You want to do everything. You want to be friends with someone. You want to be enemies with the same person. There’s drama, artificial drama and real drama and then not-drama and none of it’s drama because you’re just in 7th grade.
So at my old school I remember in 6th grade my grades were really bad, they weren’t terrible but they were on the lower side of average. And I didn’t care. Sometimes, I thought that mean jokes were funny and my old friends, when they did things to get attention or did little things to people who were supposed to be their friends, I just went along with it because I didn’t know what else to say. If I kept doing that I don’t know what would have happened. I’m really glad that I didn’t stay.
When you go on Instagram and you see all of these girls who are my age who have their stomach out and long nails and all that, you feel like, “Oh, I want to do that!” But then when your parents say no you feel like you’re not like everyone else. But then you realize that’s a good thing because you want to be original.
It’s very, very difficult to stop being friends with someone but remain friendly with them. I know people I was extremely close to and now am not friend with at all. The way that I felt I had to go about that was completely stopping all communications with them. And not looking at them, talking to them, interacting with them at all. And I think that is also a kind of immaturity that I still don’t really feel able to properly cut myself off from someone in a mature way. The lack of maturity that I have and the overt immaturely of other people I think has kept me from being able to have mature endings to friendships.
I would say being 12 is an awkward, fun, exciting, horrible, nerve racking, interesting, and figuring out who you are kind of age. For me, all I wanted was to turn 13 because I would officially be a teenager. Honestly, I'm not sure why I wanted to be a 13 year old. I guess it was that I wasn't happy with the age 12 or the number 12. It's sort of in the middle of child-child-hood and then a jump to a teenager because 11 would be the child-child hood, 12 would be the awkward middle then 13 would be full teenager. All I wanted was to be 13 and get the year over with.
I’ve always people have told me that I’m just really out there, which is good. I think it’ll be good in the long run. That I’m a lot to handle. Maybe.
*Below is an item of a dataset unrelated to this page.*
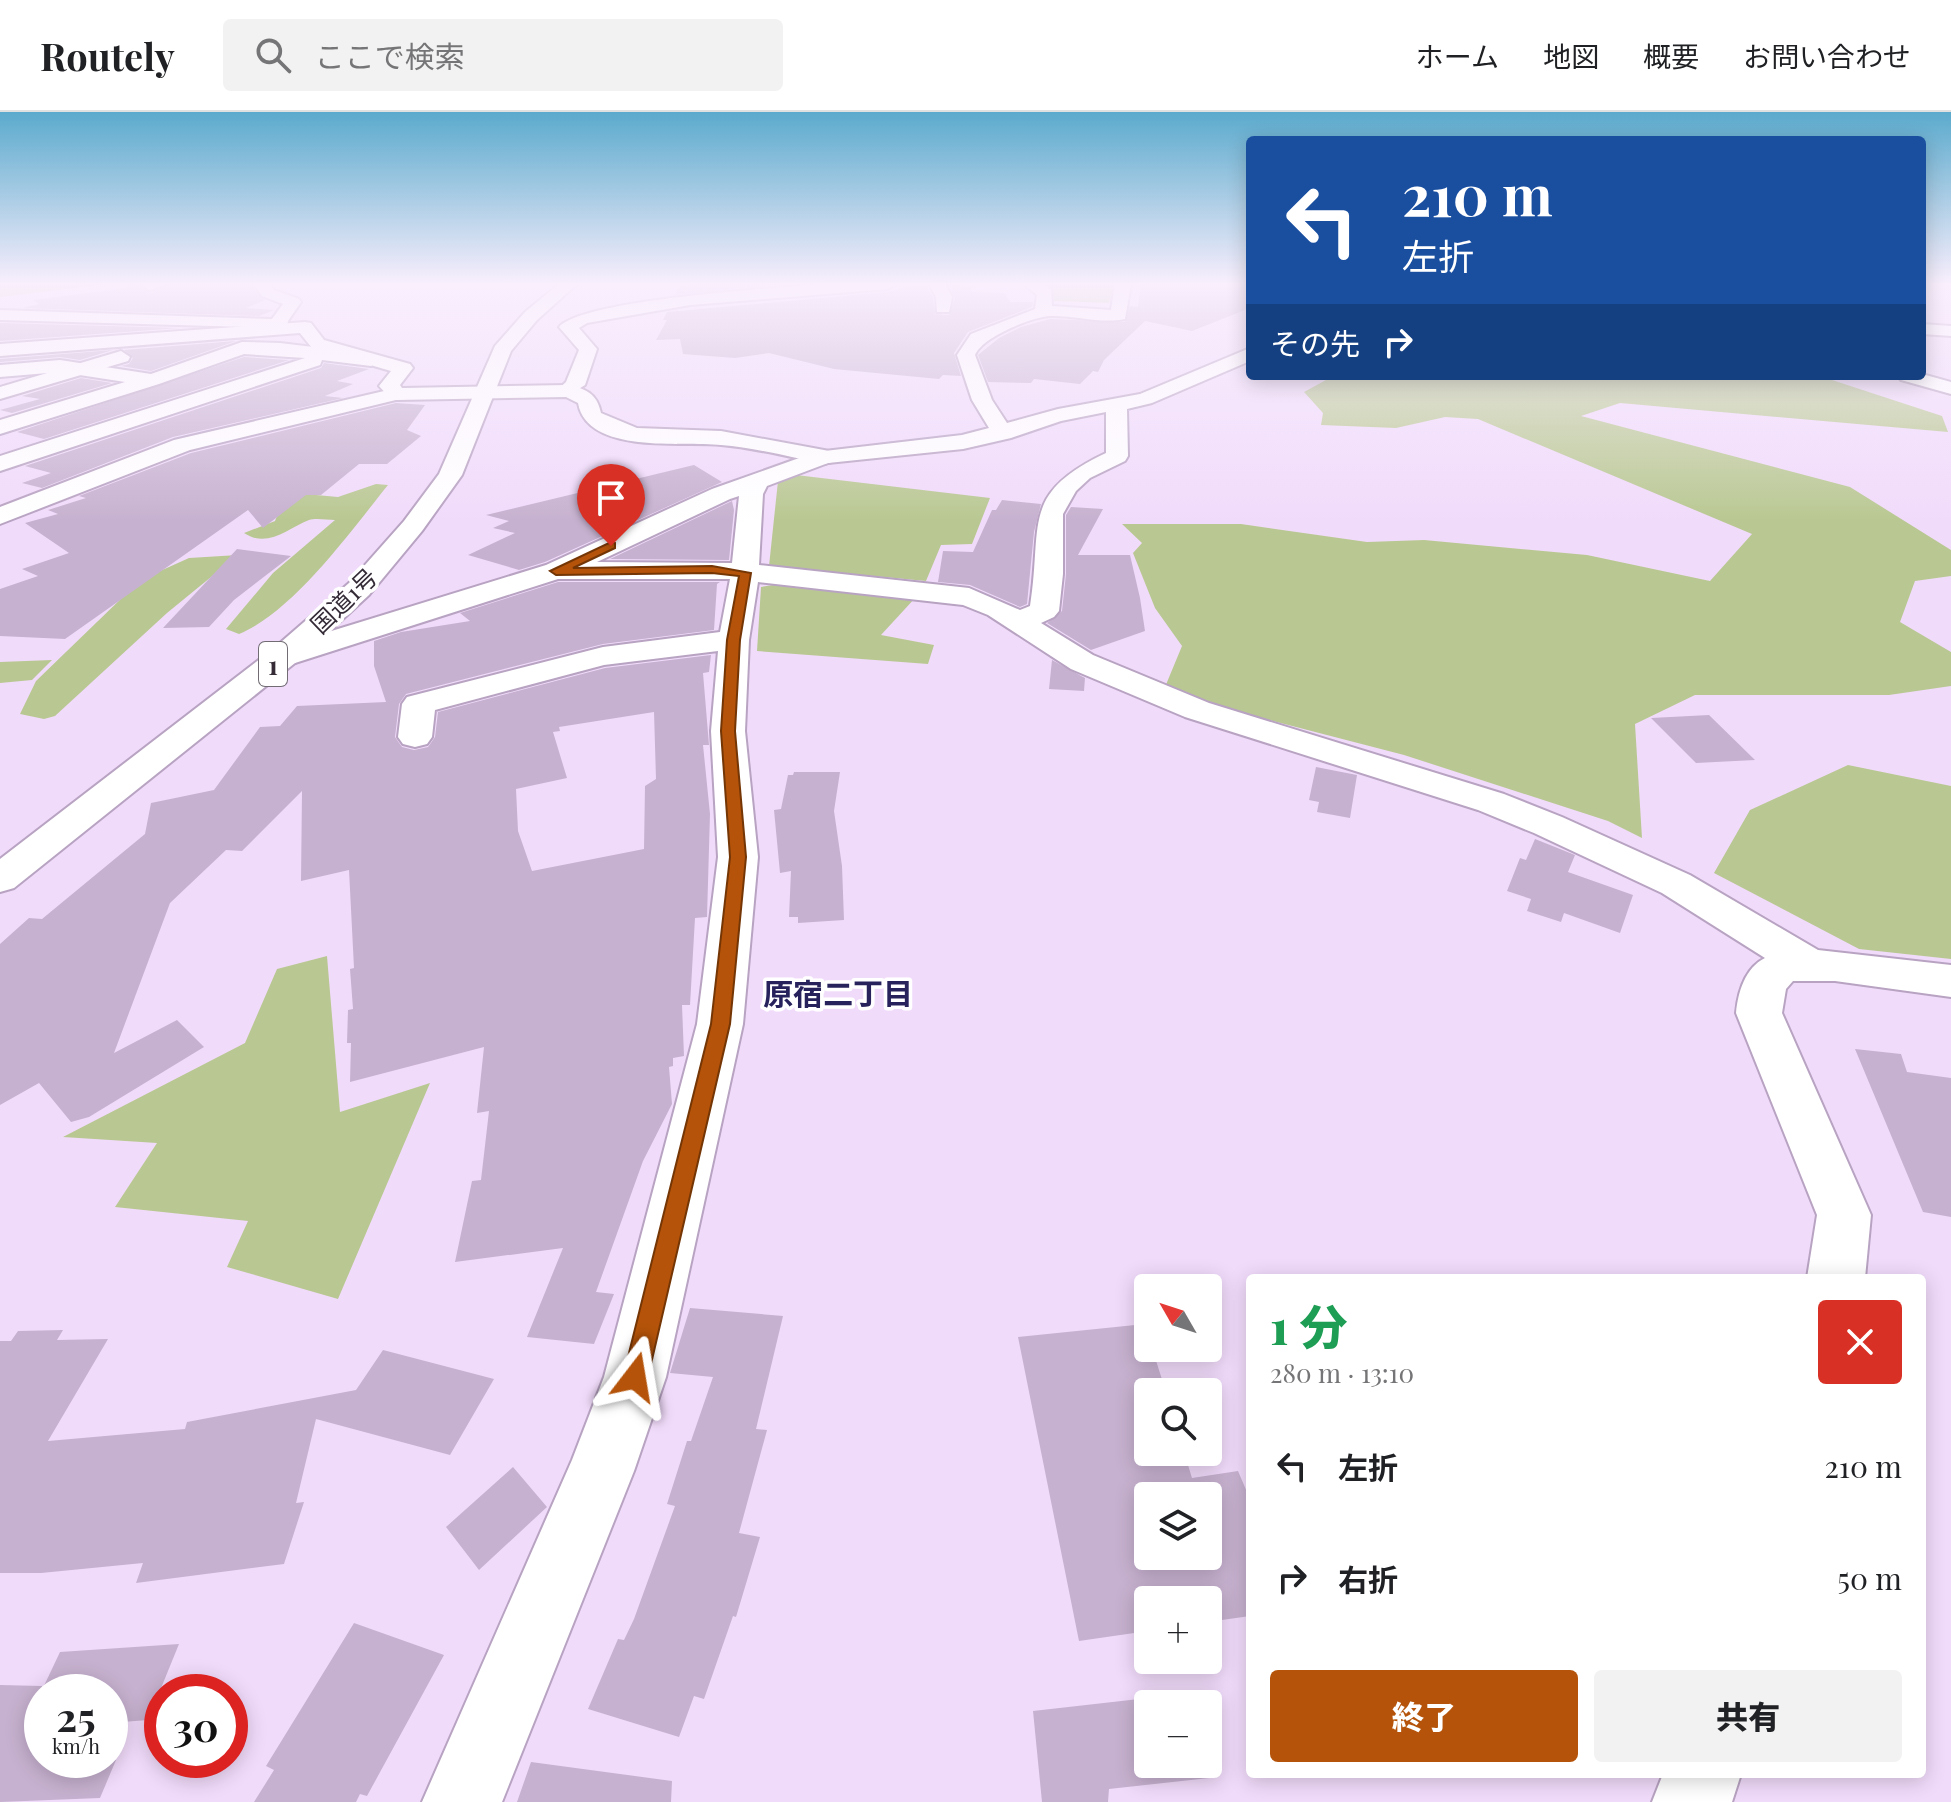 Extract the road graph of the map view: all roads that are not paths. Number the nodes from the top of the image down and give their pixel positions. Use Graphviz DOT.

My school goes from 6-12 and I see 12th graders kissing in the halls and it makes me feel kinda uncomfortable so I know that me, right now, I wouldn’t be able to be in a relationship and I don’t want to be in a relationship. I like romance in books, romance in tv, romance in movies, but I don’t like it in real life too much. At least not yet.
I sing in church and this year I actually participated in the school talent show, which was fun. I sang this song called Rise Up by Andra Day. And it was quite terrifying considering it was school but I still sang. I was kinda freaking out but I was like, “You can do this! You need to just keep going!” I really wanted to do it for a while and I had friends who were telling me that I can do it, that I have a lot of talent. They were very supportive.
I have different relationships with my groups of friends. One, it’s all about books and studying and talking about grades. Maybe asking, “Oh, what’s for homework this night?” Whereas the friends who are boys, they curse a lot and there’s not as much drama, at least not mental drama. Physically, they are all over the place. I used to hang out with this group of boys, we played tag during recess and we did a lot of physical things that were teasing. For example, they’d jump over my head but I was fine with that. It was physical testing. I liked it more than mental testing which happens with some of my girlfriends.